The league's lack of credibility stemming from last year's mistakes, the general slumping economy and the negative news stories also had an effect on the league and the Hornets, Gibson said.

"I fell that unfair press certainly contributed," Gibson said as he sipped beer with the other coachers sat Purcell's cabin on the day camp grounds.

"I think some of the media stories that were taken as gospel . . . helped the demise of the league," he said.

Gibson said he felt sorry for the players who wanted a chance to play in Charlotte but now won't be able to and don't have the money coming in.

The players, Gibson said, will work though the Charlotte Chamber of Commerce to try to get jobs but Gibson said he isn't sure what he will do immediately.
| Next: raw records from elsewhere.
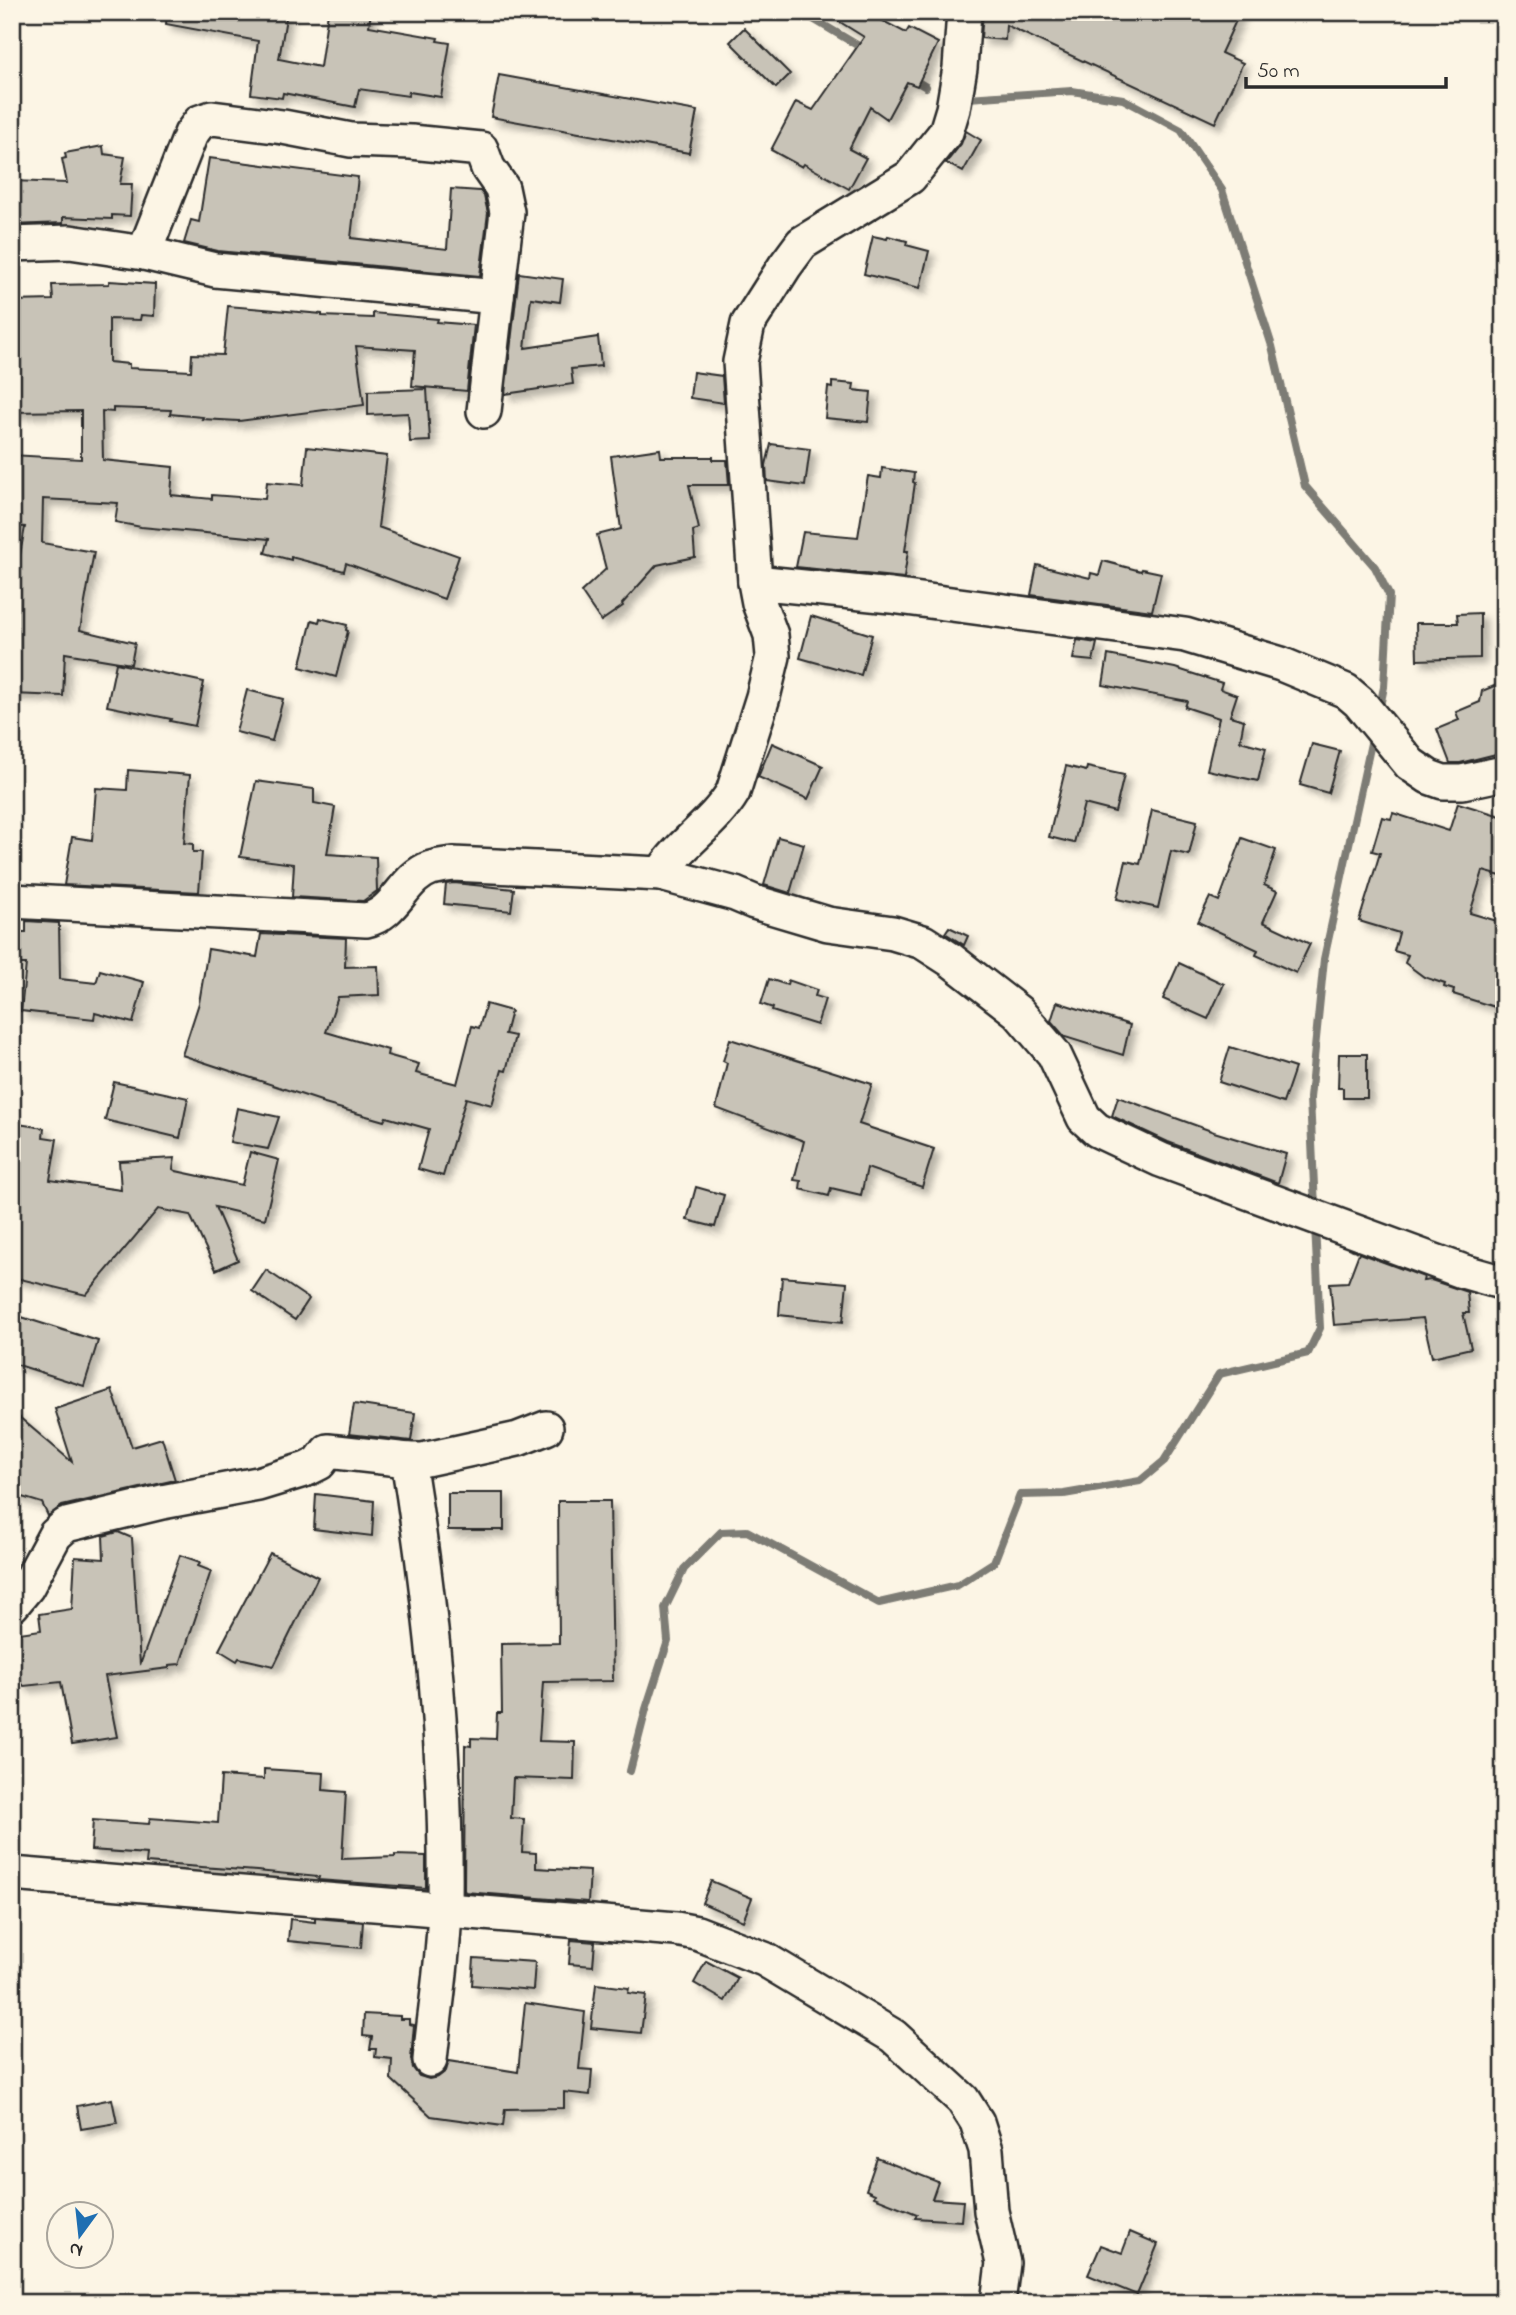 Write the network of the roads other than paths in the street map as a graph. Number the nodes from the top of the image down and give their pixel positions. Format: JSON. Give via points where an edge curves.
{"nodes":[{"id":1,"x":964,"y":12,"type":"edge"},
{"id":2,"x":12,"y":244,"type":"edge"},
{"id":3,"x":144,"y":253,"type":"junction"},
{"id":4,"x":498,"y":297,"type":"junction"},
{"id":5,"x":484,"y":411,"type":"dead end"},
{"id":6,"x":755,"y":582,"type":"junction"},
{"id":7,"x":1504,"y":772,"type":"edge"},
{"id":8,"x":661,"y":874,"type":"junction"},
{"id":9,"x":12,"y":901,"type":"edge"},
{"id":10,"x":1504,"y":1283,"type":"edge"},
{"id":11,"x":546,"y":1428,"type":"dead end"},
{"id":12,"x":408,"y":1461,"type":"junction"},
{"id":13,"x":12,"y":1605,"type":"edge"},
{"id":14,"x":12,"y":1874,"type":"edge"},
{"id":15,"x":445,"y":1909,"type":"junction"},
{"id":16,"x":430,"y":2060,"type":"dead end"},
{"id":17,"x":998,"y":2303,"type":"edge"}],
"edges":[{"from":1,"to":6,"type":"street","via":[[960,68],[946,132],[911,177],[803,243],[748,324],[740,362]]},
{"from":2,"to":3,"type":"street","via":[[71,242]]},
{"from":3,"to":4,"type":"street","via":[[215,270]]},
{"from":3,"to":4,"type":"street","via":[[191,134],[200,122],[212,118],[351,140],[481,149],[502,188],[507,212]]},
{"from":4,"to":5,"type":"street"},
{"from":6,"to":7,"type":"street","via":[[1185,635],[1281,664],[1346,691],[1410,764],[1429,777],[1462,782]]},
{"from":6,"to":8,"type":"street","via":[[773,656],[764,697],[733,792]]},
{"from":8,"to":9,"type":"street","via":[[453,864],[429,868],[388,910],[366,920]]},
{"from":8,"to":10,"type":"street","via":[[828,924],[923,942],[1018,1012],[1054,1054],[1084,1118],[1097,1130],[1161,1160]]},
{"from":11,"to":12,"type":"street","via":[[518,1439]]},
{"from":12,"to":13,"type":"street","via":[[328,1451],[307,1469],[258,1484],[66,1525],[55,1535]]},
{"from":12,"to":15,"type":"street","via":[[438,1686]]},
{"from":14,"to":15,"type":"street"},
{"from":15,"to":16,"type":"street"},
{"from":15,"to":17,"type":"street","via":[[697,1933],[764,1959],[893,2036],[962,2100],[976,2122],[986,2150],[991,2211],[1003,2263]]}]}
"I'm not hurting (financially) because my family's grown," Gibson said. "I'll be some place in professional football. I'm not sorry one single bit. I'm not getting out of it (football)."

"I'm too good a coach," Gibson said with a laugh. "I can't play cards and I'm not a lover."

As Gibson spoke, the empty locker room in a nearby building reflected the suddenness of the league's collapse.

Near the day camp's kitchen, shoulder pads, helmets, cleated shoes and wads of used adhesive tape were strewn about on the concrete floor near wooden and wire lockers. An odor of perspiration hung in the air, hours after the players had left.

Mounds of dirty practice uniforms were piled in laundry baskets. Wooden benches, used for seats to view films or to change into uniforms, were scattered in a haphazard manner in the room.

A film screen hung on one wall and old newspapers were taped over windows to give the players privacy.

In a clothing cage bearing linebackers Marty Huff's name, a deck of playing cards was spread among some papers. In place-kickers Pete Rajecki's locker there was a kicking tee.

For equipment manager Bob Lambert and assistant trainer Tom Wilkinson, it was the second time their team had folded. Last year both worked for the Florida Blazers when that team fell apart.

"Two in a row for me. Not as bad as the first time," Lambert said. "I've got to find a job tomorrow. That's all there is to it."

Wilkinson and Lambert bantered back and forth about the World Series and Wilkinson said he would probably go to his apartment and drink some Coors beer and Scotch.

And on a nearby door was attached a Birmingham newspaper clipping that dated last Thursday. The headline that streamed across the top of the page said, "Yes, Virginia, The WFL Plays Good Football."